## What this task involves
Leaving the images aside, transcribe all the data below exactly.

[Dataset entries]
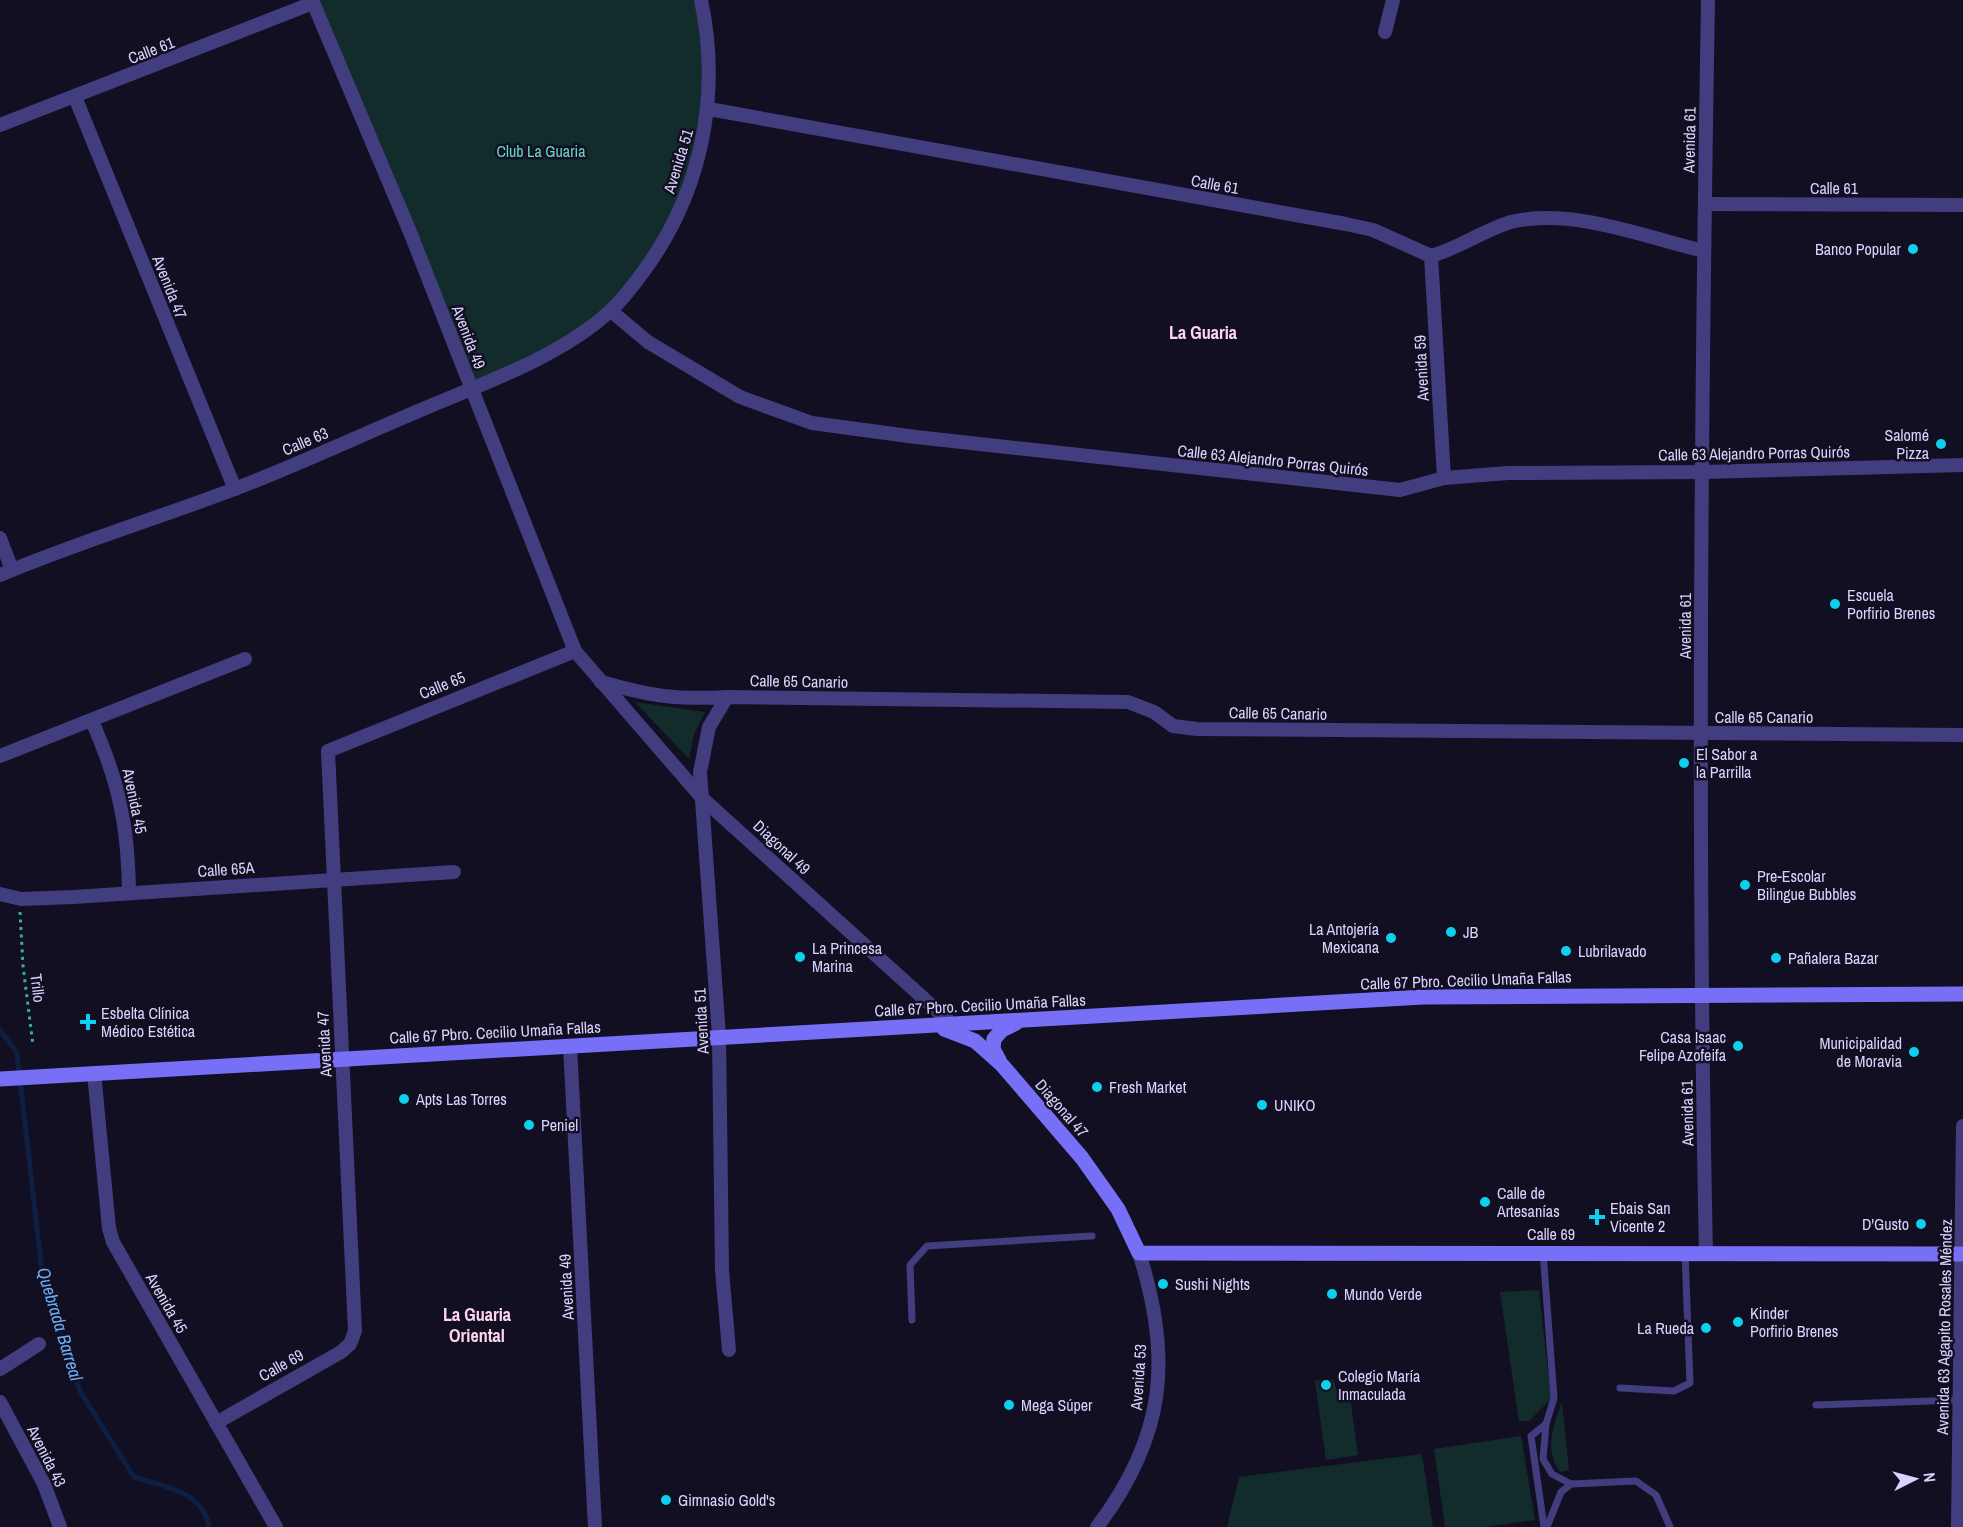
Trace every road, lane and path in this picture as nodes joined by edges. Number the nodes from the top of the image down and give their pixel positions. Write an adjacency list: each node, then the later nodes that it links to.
1 (701, 0): 7 (street, Avenida 51)
2 (1393, 0): 5 (street)
3 (1708, 0): 9 (street, Avenida 61)
4 (313, 2): 6 (street, Calle 61); 14 (street, Avenida 49)
5 (1386, 32)
6 (75, 97): 8 (street, Calle 61); 18 (street, Avenida 47)
7 (709, 109): 12 (street, Calle 61); 13 (street, Avenida 51)
8 (0, 125)
9 (1705, 204): 10 (street, Calle 61); 11 (street, Avenida 61)
10 (1963, 205)
11 (1704, 252): 12 (street); 16 (street, Avenida 61)
12 (1431, 256): 17 (street, Avenida 59)
13 (611, 311): 14 (street, Calle 63); 17 (street, Calle 63 Alejandro Porras Quirós)
14 (471, 388): 18 (street, Calle 63); 21 (street, Avenida 49)
15 (1963, 465): 16 (street, Calle 63 Alejandro Porras Quirós)
16 (1702, 472): 17 (street, Calle 63 Alejandro Porras Quirós); 26 (street, Avenida 61)
17 (1444, 478)
18 (235, 489): 20 (street, Calle 63)
19 (0, 538): 20 (street)
20 (6, 572)
21 (575, 651): 23 (street, Avenida 49); 29 (street, Calle 65)
22 (244, 659): 25 (street)
23 (601, 682): 24 (street, Calle 65 Canario); 30 (street, Diagonal 49)
24 (727, 697): 26 (street, Calle 65 Canario); 30 (street, Avenida 51)
25 (92, 721): 28 (street); 33 (street, Avenida 45)
26 (1701, 734): 27 (street, Calle 65 Canario); 36 (street, Avenida 61)
27 (1963, 735)
28 (0, 756)
29 (327, 756): 32 (street, Avenida 47)
30 (703, 799): 39 (street, Diagonal 49); 41 (street, Avenida 51)
31 (454, 872): 32 (street, Calle 65A)
32 (333, 879): 33 (street, Calle 65A); 44 (street, Avenida 47)
33 (129, 892): 35 (street, Calle 65A)
34 (0, 894): 35 (street, Calle 65A)
35 (21, 898): 42 (path, Trillo)
36 (1701, 994): 37 (main road, Calle 67 Pbro. Cecilio Umaña Fallas); 38 (main road, Calle 67 Pbro. Cecilio Umaña Fallas); 53 (street, Avenida 61)
37 (1963, 994)
38 (1020, 1021): 39 (main road, Calle 67 Pbro. Cecilio Umaña Fallas); 45 (main road)
39 (952, 1024): 40 (main road, Calle 67 Pbro. Cecilio Umaña Fallas)
40 (924, 1026): 41 (main road, Calle 67 Pbro. Cecilio Umaña Fallas); 45 (main road, Diagonal 47)
41 (719, 1036): 43 (main road, Calle 67 Pbro. Cecilio Umaña Fallas); 59 (street, Avenida 51)
42 (33, 1045)
43 (570, 1046): 44 (main road, Calle 67 Pbro. Cecilio Umaña Fallas); 71 (street, Avenida 49)
44 (342, 1059): 46 (main road, Calle 67 Pbro. Cecilio Umaña Fallas); 57 (street, Avenida 47)
45 (1002, 1065): 50 (main road, Diagonal 47)
46 (94, 1073): 47 (main road, Calle 67 Pbro. Cecilio Umaña Fallas); 65 (street, Avenida 45)
47 (0, 1079)
48 (1963, 1126): 54 (street, Avenida 63 Agapito Rosales Méndez)
49 (1092, 1236): 56 (lane)
50 (1139, 1252): 51 (main road, Calle 69); 72 (street, Avenida 53)
51 (1543, 1252): 52 (main road, Calle 69); 66 (lane)
52 (1685, 1253): 53 (main road, Calle 69); 61 (lane)
53 (1706, 1253): 54 (main road, Calle 69)
54 (1962, 1254): 55 (street, Avenida 63 Agapito Rosales Méndez)
55 (1962, 1315): 62 (street, Avenida 63 Agapito Rosales Méndez)
56 (912, 1320)
57 (355, 1330): 65 (street, Calle 69)
58 (39, 1344): 60 (street)
59 (729, 1350)
60 (0, 1369)
61 (1620, 1388)
62 (1959, 1400): 64 (lane); 68 (street, Avenida 63 Agapito Rosales Méndez)
63 (0, 1402): 69 (street, Avenida 43)
64 (1816, 1405)
65 (216, 1422): 70 (street, Avenida 45)
66 (1546, 1424): 67 (lane); 73 (lane)
67 (1571, 1484): 73 (lane); 74 (lane)
68 (1960, 1521)
69 (60, 1527)
70 (276, 1527)
71 (595, 1527)
72 (1097, 1527)
73 (1546, 1527)
74 (1670, 1527)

## Exercise solution
Trace every road, lane and path in this picture as nodes joined by edges. Number the nodes from the top of the image down and give their pixel positions. Write an adjacency list: each node, then the later nodes that it links to.
1 (701, 0): 7 (street, Avenida 51)
2 (1393, 0): 5 (street)
3 (1708, 0): 9 (street, Avenida 61)
4 (313, 2): 6 (street, Calle 61); 14 (street, Avenida 49)
5 (1386, 32)
6 (75, 97): 8 (street, Calle 61); 18 (street, Avenida 47)
7 (709, 109): 12 (street, Calle 61); 13 (street, Avenida 51)
8 (0, 125)
9 (1705, 204): 10 (street, Calle 61); 11 (street, Avenida 61)
10 (1963, 205)
11 (1704, 252): 12 (street); 16 (street, Avenida 61)
12 (1431, 256): 17 (street, Avenida 59)
13 (611, 311): 14 (street, Calle 63); 17 (street, Calle 63 Alejandro Porras Quirós)
14 (471, 388): 18 (street, Calle 63); 21 (street, Avenida 49)
15 (1963, 465): 16 (street, Calle 63 Alejandro Porras Quirós)
16 (1702, 472): 17 (street, Calle 63 Alejandro Porras Quirós); 26 (street, Avenida 61)
17 (1444, 478)
18 (235, 489): 20 (street, Calle 63)
19 (0, 538): 20 (street)
20 (6, 572)
21 (575, 651): 23 (street, Avenida 49); 29 (street, Calle 65)
22 (244, 659): 25 (street)
23 (601, 682): 24 (street, Calle 65 Canario); 30 (street, Diagonal 49)
24 (727, 697): 26 (street, Calle 65 Canario); 30 (street, Avenida 51)
25 (92, 721): 28 (street); 33 (street, Avenida 45)
26 (1701, 734): 27 (street, Calle 65 Canario); 36 (street, Avenida 61)
27 (1963, 735)
28 (0, 756)
29 (327, 756): 32 (street, Avenida 47)
30 (703, 799): 39 (street, Diagonal 49); 41 (street, Avenida 51)
31 (454, 872): 32 (street, Calle 65A)
32 (333, 879): 33 (street, Calle 65A); 44 (street, Avenida 47)
33 (129, 892): 35 (street, Calle 65A)
34 (0, 894): 35 (street, Calle 65A)
35 (21, 898): 42 (path, Trillo)
36 (1701, 994): 37 (main road, Calle 67 Pbro. Cecilio Umaña Fallas); 38 (main road, Calle 67 Pbro. Cecilio Umaña Fallas); 53 (street, Avenida 61)
37 (1963, 994)
38 (1020, 1021): 39 (main road, Calle 67 Pbro. Cecilio Umaña Fallas); 45 (main road)
39 (952, 1024): 40 (main road, Calle 67 Pbro. Cecilio Umaña Fallas)
40 (924, 1026): 41 (main road, Calle 67 Pbro. Cecilio Umaña Fallas); 45 (main road, Diagonal 47)
41 (719, 1036): 43 (main road, Calle 67 Pbro. Cecilio Umaña Fallas); 59 (street, Avenida 51)
42 (33, 1045)
43 (570, 1046): 44 (main road, Calle 67 Pbro. Cecilio Umaña Fallas); 71 (street, Avenida 49)
44 (342, 1059): 46 (main road, Calle 67 Pbro. Cecilio Umaña Fallas); 57 (street, Avenida 47)
45 (1002, 1065): 50 (main road, Diagonal 47)
46 (94, 1073): 47 (main road, Calle 67 Pbro. Cecilio Umaña Fallas); 65 (street, Avenida 45)
47 (0, 1079)
48 (1963, 1126): 54 (street, Avenida 63 Agapito Rosales Méndez)
49 (1092, 1236): 56 (lane)
50 (1139, 1252): 51 (main road, Calle 69); 72 (street, Avenida 53)
51 (1543, 1252): 52 (main road, Calle 69); 66 (lane)
52 (1685, 1253): 53 (main road, Calle 69); 61 (lane)
53 (1706, 1253): 54 (main road, Calle 69)
54 (1962, 1254): 55 (street, Avenida 63 Agapito Rosales Méndez)
55 (1962, 1315): 62 (street, Avenida 63 Agapito Rosales Méndez)
56 (912, 1320)
57 (355, 1330): 65 (street, Calle 69)
58 (39, 1344): 60 (street)
59 (729, 1350)
60 (0, 1369)
61 (1620, 1388)
62 (1959, 1400): 64 (lane); 68 (street, Avenida 63 Agapito Rosales Méndez)
63 (0, 1402): 69 (street, Avenida 43)
64 (1816, 1405)
65 (216, 1422): 70 (street, Avenida 45)
66 (1546, 1424): 67 (lane); 73 (lane)
67 (1571, 1484): 73 (lane); 74 (lane)
68 (1960, 1521)
69 (60, 1527)
70 (276, 1527)
71 (595, 1527)
72 (1097, 1527)
73 (1546, 1527)
74 (1670, 1527)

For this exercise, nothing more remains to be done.